Best known for the novel Sundown (1934), Mathews is highly regarded for his sensitive depictions of Native Americans who feel alienated from both their tribal heritage and American society. He is additionally remembered for his nonfiction works, in which he documented Osage history and culture, the settlement of Oklahoma by whites, and the impact this had on the region's Native Americans.
Mathews was born in Pawhuska, Oklahoma, into an upper-class family. While only one-eighth Osage, Mathews had strong ties to the Osage nation: his great-grandfather, William Shirley Williams, was a missionary and "mountain man" fur trader who translated the Bible into the Osage language, and Mathews's family lived on an Indian reservation where his father managed the local bank and ran a trading post. In 1914 Mathews entered the University of Oklahoma, majoring in geology. His studies were interrupted by World War I; initially enlisting in the United States Cavalry, he served as a pilot in the Signal Corps. After spending part of the war in France, Mathews resumed his studies in the United States and graduated from the University of Oklahoma in 1920. He then attended Oxford University, earning a degree in natural science, and the University of Geneva, where he obtained a certificate in international relations. While in Geneva, Mathews did freelance work for the Philadelphia Ledger, frequently providing his editors with stories about the newly formed League of Nations. After extensive travel through Europe and Africa, Mathews returned to Oklahoma, where he began his career as a writer. In the years of his absence, Osage life had changed drastically—many members of the tribe had become "oil rich" and there was a much larger white population in Osage County—and Mathews felt compelled to preserve his people's history and beliefs. In addition to his literary efforts to document tribal culture, Mathews was elected to the Osage Tribal Council in 1934. An active spokesperson, he frequently represented the tribe in Washington, D.C., and helped the Osage attain rights to natural gas and oil deposits found on their lands. A United States representative to the 1940 Indians of the Americas Conference in Mexico, Mathews was also instrumental in establishing the Osage Museum in Pawhuska. He died in 1979.

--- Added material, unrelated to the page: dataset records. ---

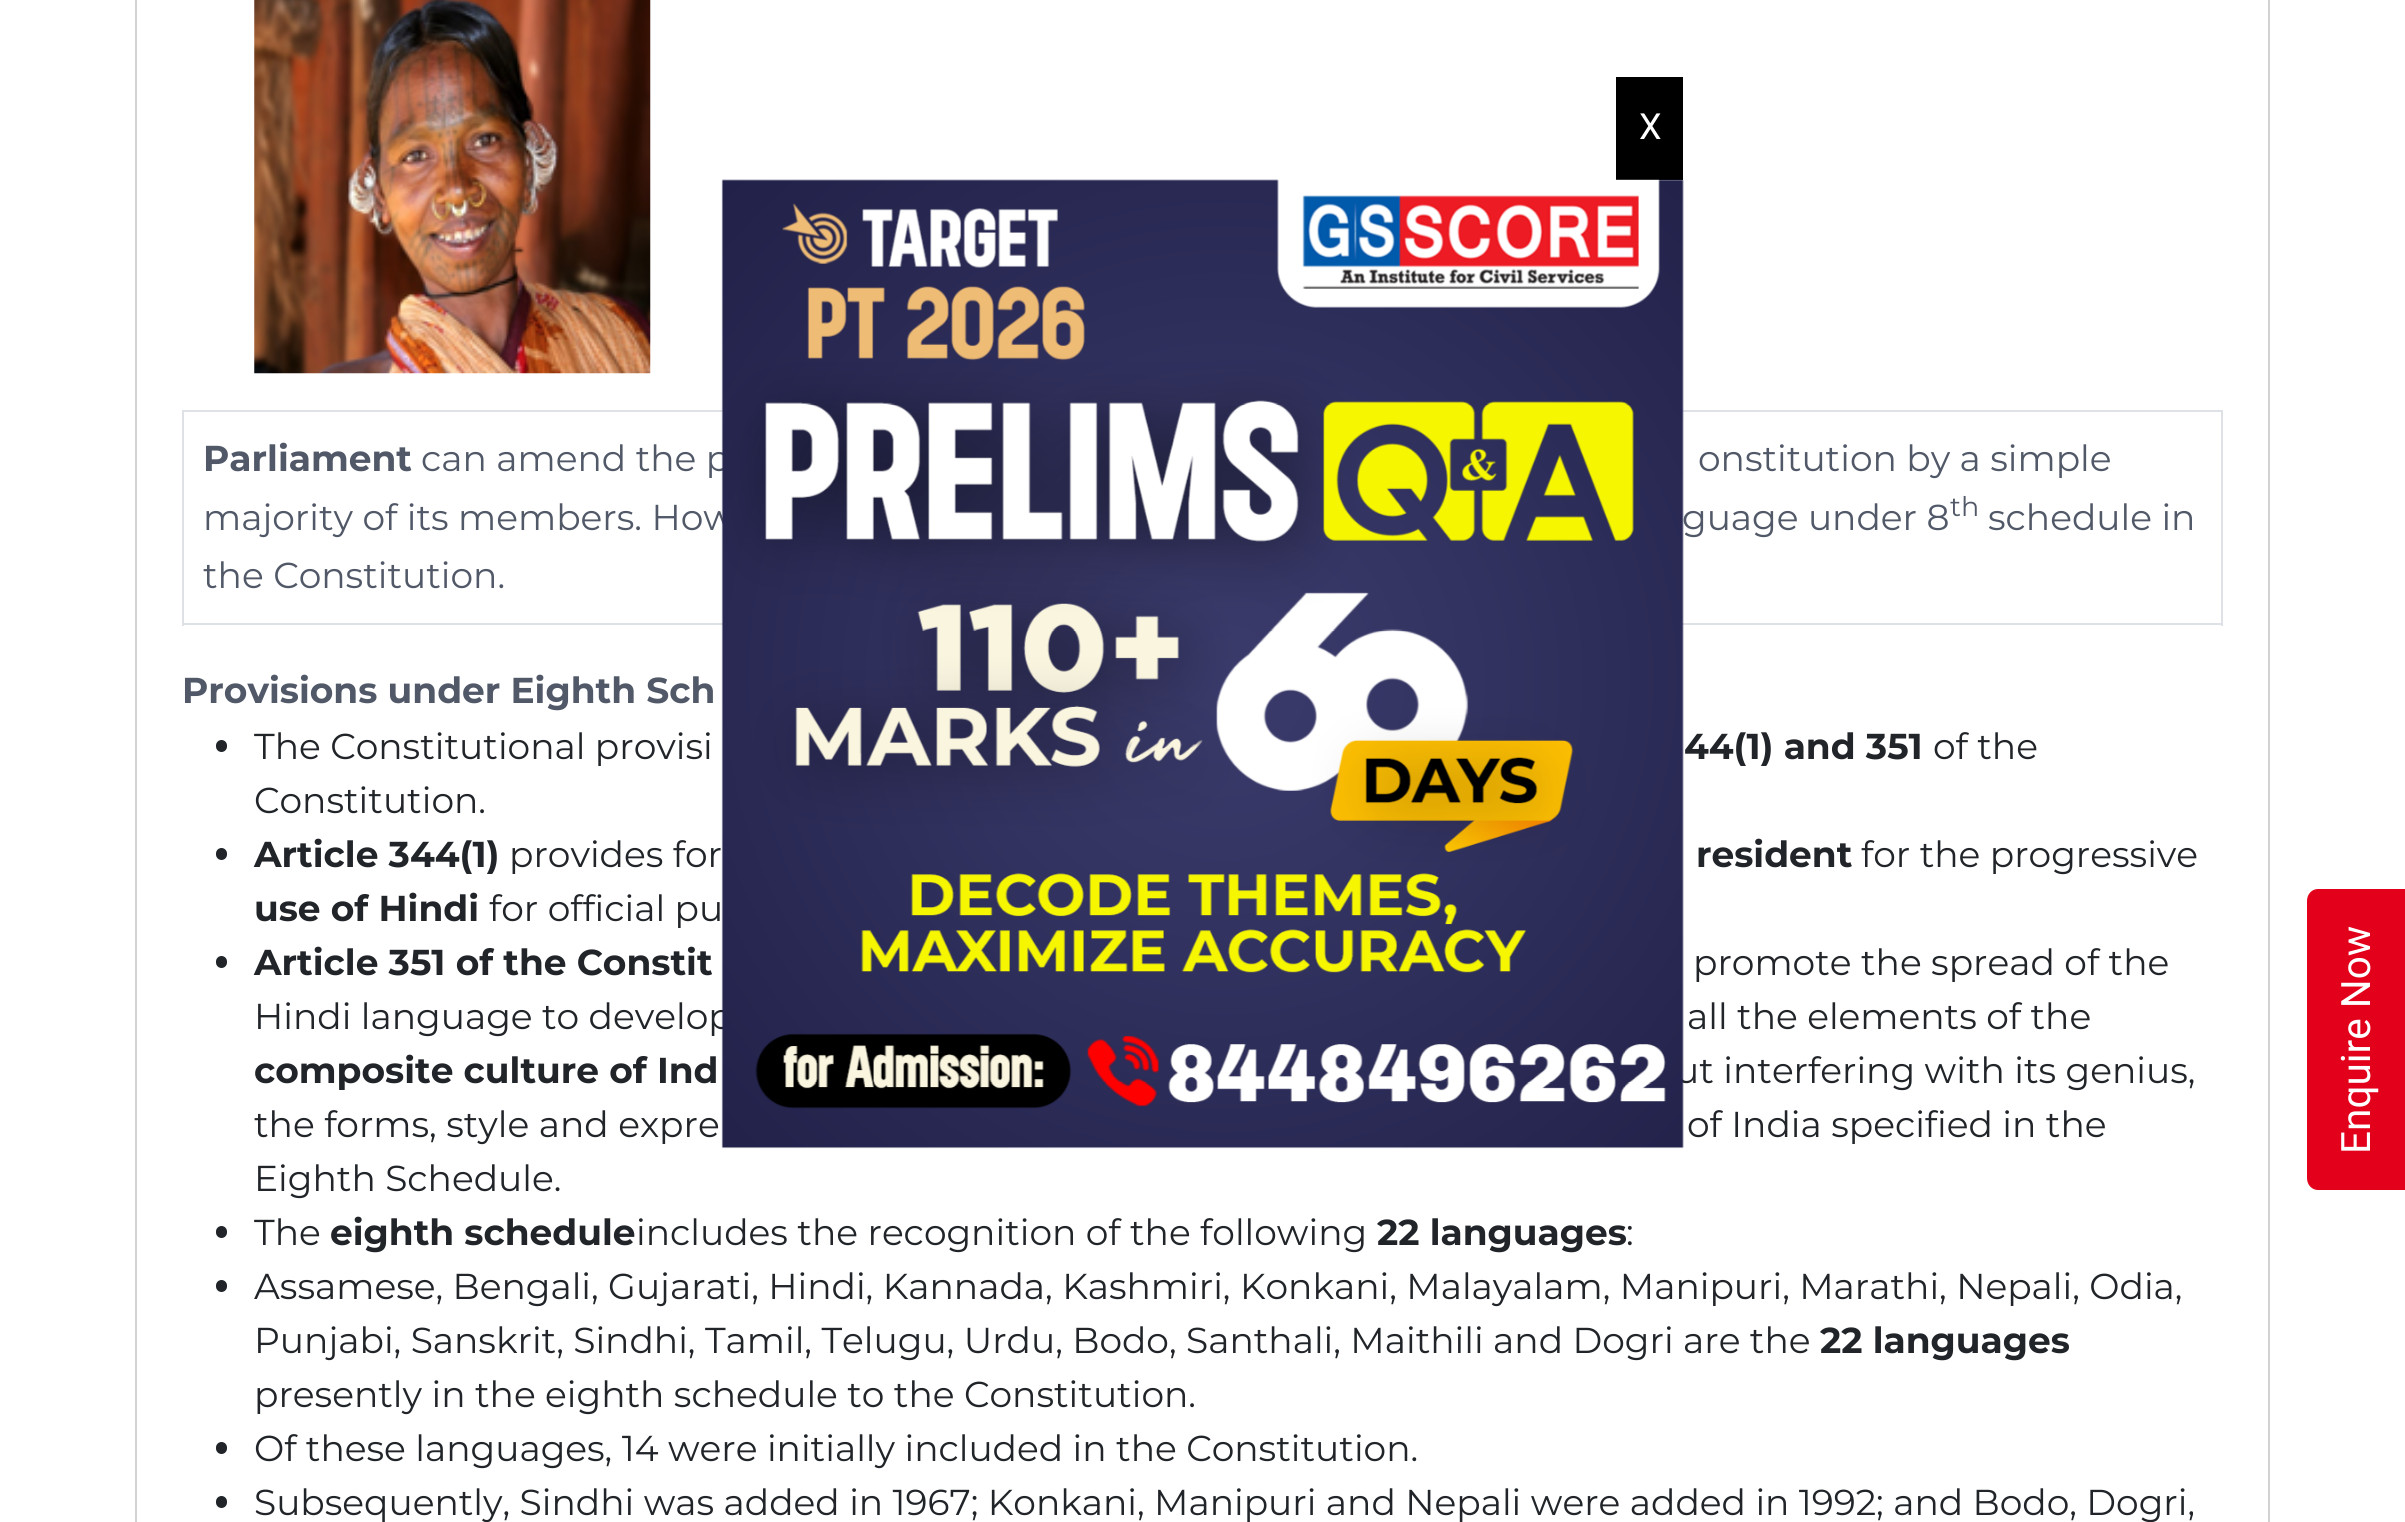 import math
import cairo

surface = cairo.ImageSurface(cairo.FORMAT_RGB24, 2405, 1522)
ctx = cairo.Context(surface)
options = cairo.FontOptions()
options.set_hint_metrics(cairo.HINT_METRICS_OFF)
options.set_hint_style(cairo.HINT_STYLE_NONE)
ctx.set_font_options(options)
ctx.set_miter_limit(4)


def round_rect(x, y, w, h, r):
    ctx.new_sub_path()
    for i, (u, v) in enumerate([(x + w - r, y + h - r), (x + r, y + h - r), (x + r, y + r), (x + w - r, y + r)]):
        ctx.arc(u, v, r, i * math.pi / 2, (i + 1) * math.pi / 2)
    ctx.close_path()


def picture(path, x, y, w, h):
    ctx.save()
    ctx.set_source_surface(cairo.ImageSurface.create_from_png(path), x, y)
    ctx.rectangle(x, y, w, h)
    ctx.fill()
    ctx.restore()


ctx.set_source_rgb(1, 1, 1)
ctx.paint()
ctx.rectangle(136, -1, 2133, 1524)
ctx.set_source_rgb(0.824, 0.824, 0.824)
ctx.stroke()
ctx.set_source_rgb(0, 0, 0)
ctx.rectangle(1616, 77, 67, 103)
ctx.fill()
ctx.select_font_face("Roboto")
ctx.set_font_size(36)
ctx.set_source_rgb(1, 1, 1)
ctx.move_to(1639, 139)
ctx.show_text("X")
ctx.set_source_rgb(0.871, 0.886, 0.902)
ctx.rectangle(182, 410, 2041, 2)
ctx.fill()
ctx.rectangle(182, 623, 2041, 2)
ctx.fill()
ctx.select_font_face("Montserrat")
ctx.set_source_rgb(0.318, 0.345, 0.404)
ctx.move_to(421, 471)
ctx.show_text("can amend the p")
ctx.move_to(203, 530)
ctx.show_text("majority of its members. How")
ctx.move_to(1682, 530)
ctx.show_text("guage under 8")
ctx.set_source_rgb(0.129, 0.145, 0.161)
ctx.move_to(254, 1029)
ctx.show_text("Hindi language to develop")
ctx.move_to(1675, 1083)
ctx.show_text("ut interfering with its genius,")
picture("img1.png", 721, 179, 963, 970)
picture("img2.png", 254, 0, 397, 374)
ctx.set_source_rgb(0.871, 0.886, 0.902)
ctx.rectangle(2221, 410, 2, 216)
ctx.fill()
ctx.rectangle(182, 410, 2, 216)
ctx.fill()
ctx.select_font_face("Montserrat", cairo.FONT_SLANT_NORMAL, cairo.FONT_WEIGHT_BOLD)
ctx.set_source_rgb(0.318, 0.345, 0.404)
ctx.move_to(203, 471)
ctx.show_text("Parliament")
ctx.select_font_face("Montserrat")
ctx.move_to(1698, 471)
ctx.show_text("onstitution by a simple")
ctx.set_font_size(27)
ctx.move_to(1950, 516)
ctx.show_text("th")
ctx.set_font_size(36)
ctx.move_to(1988, 530)
ctx.show_text("schedule in")
ctx.move_to(203, 588)
ctx.show_text("the Constitution.")
ctx.select_font_face("Montserrat", cairo.FONT_SLANT_NORMAL, cairo.FONT_WEIGHT_BOLD)
ctx.move_to(182, 703)
ctx.show_text("Provisions under Eighth Sch")
ctx.set_source_rgb(0.129, 0.145, 0.161)
round_rect(216, 740, 11, 12, 5.5)
ctx.fill()
ctx.select_font_face("Montserrat")
ctx.move_to(254, 759)
ctx.show_text("The Constitutional provisi")
ctx.select_font_face("Montserrat", cairo.FONT_SLANT_NORMAL, cairo.FONT_WEIGHT_BOLD)
ctx.move_to(1684, 759)
ctx.show_text("44(1) and 351")
ctx.select_font_face("Montserrat")
ctx.move_to(1933, 759)
ctx.show_text("of the")
ctx.move_to(254, 813)
ctx.show_text("Constitution.")
round_rect(216, 848, 11, 12, 5.5)
ctx.fill()
ctx.select_font_face("Montserrat", cairo.FONT_SLANT_NORMAL, cairo.FONT_WEIGHT_BOLD)
ctx.move_to(254, 867)
ctx.show_text("Article 344(1)")
ctx.select_font_face("Montserrat")
ctx.move_to(509, 867)
ctx.show_text("provides for")
ctx.select_font_face("Montserrat", cairo.FONT_SLANT_NORMAL, cairo.FONT_WEIGHT_BOLD)
ctx.move_to(1696, 867)
ctx.show_text("resident")
ctx.select_font_face("Montserrat")
ctx.move_to(1861, 867)
ctx.show_text("for the progressive")
ctx.select_font_face("Montserrat", cairo.FONT_SLANT_NORMAL, cairo.FONT_WEIGHT_BOLD)
ctx.move_to(254, 921)
ctx.show_text("use of Hindi")
ctx.select_font_face("Montserrat")
ctx.move_to(489, 921)
ctx.show_text("for official pu")
round_rect(216, 956, 11, 12, 5.5)
ctx.fill()
ctx.select_font_face("Montserrat", cairo.FONT_SLANT_NORMAL, cairo.FONT_WEIGHT_BOLD)
ctx.move_to(254, 975)
ctx.show_text("Article 351 of the Constit")
ctx.select_font_face("Montserrat")
ctx.move_to(1693, 975)
ctx.show_text("promote the spread of the")
ctx.move_to(1687, 1029)
ctx.show_text("all the elements of the")
ctx.select_font_face("Montserrat", cairo.FONT_SLANT_NORMAL, cairo.FONT_WEIGHT_BOLD)
ctx.move_to(254, 1083)
ctx.show_text("composite culture of Ind")
ctx.select_font_face("Montserrat")
ctx.move_to(254, 1137)
ctx.show_text("the forms, style and expre")
ctx.move_to(1687, 1137)
ctx.show_text("of India specified in the")
ctx.move_to(254, 1191)
ctx.show_text("Eighth Schedule.")
round_rect(216, 1226, 11, 12, 5.5)
ctx.fill()
ctx.move_to(254, 1245)
ctx.show_text("The")
ctx.select_font_face("Montserrat", cairo.FONT_SLANT_NORMAL, cairo.FONT_WEIGHT_BOLD)
ctx.move_to(330, 1245)
ctx.show_text("eighth schedule")
ctx.select_font_face("Montserrat")
ctx.move_to(636, 1245)
ctx.show_text("includes the recognition of the following")
ctx.select_font_face("Montserrat", cairo.FONT_SLANT_NORMAL, cairo.FONT_WEIGHT_BOLD)
ctx.move_to(1377, 1245)
ctx.show_text("22 languages")
ctx.select_font_face("Montserrat")
ctx.move_to(1626, 1245)
ctx.show_text(":")
round_rect(216, 1280, 11, 12, 5.5)
ctx.fill()
ctx.move_to(254, 1299)
ctx.show_text("Assamese, Bengali, Gujarati, Hindi, Kannada, Kashmiri, Konkani, Malayalam, Manipuri, Marathi, Nepali, Odia,")
ctx.move_to(254, 1353)
ctx.show_text("Punjabi, Sanskrit, Sindhi, Tamil, Telugu, Urdu, Bodo, Santhali, Maithili and Dogri are the")
ctx.select_font_face("Montserrat", cairo.FONT_SLANT_NORMAL, cairo.FONT_WEIGHT_BOLD)
ctx.move_to(1820, 1353)
ctx.show_text("22 languages")
ctx.select_font_face("Montserrat")
ctx.move_to(254, 1407)
ctx.show_text("presently in the eighth schedule to the Constitution.")
round_rect(216, 1442, 11, 12, 5.5)
ctx.fill()
ctx.move_to(254, 1461)
ctx.show_text("Of these languages, 14 were initially included in the Constitution.")
round_rect(216, 1496, 11, 12, 5.5)
ctx.fill()
ctx.move_to(254, 1515)
ctx.show_text("Subsequently, Sindhi was added in 1967; Konkani, Manipuri and Nepali were added in 1992; and Bodo, Dogri,")
ctx.set_source_rgb(0.886, 0, 0.102)
ctx.new_path()
ctx.move_to(2307, 1178)
ctx.line_to(2307, 901)
ctx.curve_to(2307, 894, 2312, 889, 2318, 889)
ctx.line_to(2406, 889)
ctx.line_to(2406, 1190)
ctx.line_to(2318, 1190)
ctx.curve_to(2312, 1190, 2307, 1185, 2307, 1178)
ctx.close_path()
ctx.fill()
ctx.select_font_face("Roboto")
ctx.set_font_size(40.5)
ctx.set_source_rgb(1, 1, 1)
ctx.save()
ctx.translate(2370, 1154)
ctx.rotate(-90 * math.pi / 180)
ctx.move_to(0, 0)
ctx.show_text("Enquire Now")
ctx.restore()
surface.write_to_png("page.png")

Incorporating events from Mathews's life, Sundown is set in the early part of the twentieth century and centers around Challenge Windzer, an Osage of mixed descent. Due to his education at the state university, his father's political activism, and the growing white population, Chal becomes increasingly familiar with the ways of white America and embarrassed by his tribe's customs. After his father's death and a brief stint as a pilot during World War I, the protagonist finds himself alone and alienated from both Osage and white society. Like Sundown, Mathews's nonfiction works focus on his heritage and the history of his people and home state. Wah'kon-tah (1932), in part the biography of Laban J. Miles, Indian agent to the Osage nation, focuses on the tribe's interaction with the United States federal government when the Oklahoma territories were being settled. History is also central to Life and Death of an Oilman (1951), the biography of the first governor of Oklahoma, and to the lengthy Osages (1961), which provides an overview of Osage traditions and beliefs as well as noteworthy events in the tribe's past. Relating Mathews's experiences in the Blackjack Hills of Oklahoma, Talking to the Moon (1945) likewise emphasizes Osage culture, delineating Mathews's attempts to commune with the natural world and achieve greater spiritual harmony.
Mathews's literary stature rests largely on Sundown, and scholars frequently credit him as being one of the first Native Americans to write fiction about Amerindians. Critics praise Sundown for its realism and argue that Mathews's objective treatment of the mixed-blood has universal relevance. His nonfiction works, while respected as evocative sociological and anthropological tracts about the Osage, have also been praised for their inherent literary qualities. Talking to the Moon, for example, has been favorably compared to Henry David Thoreau's Walden (1854) and John Muir's My First Summer in the Sierra (1911).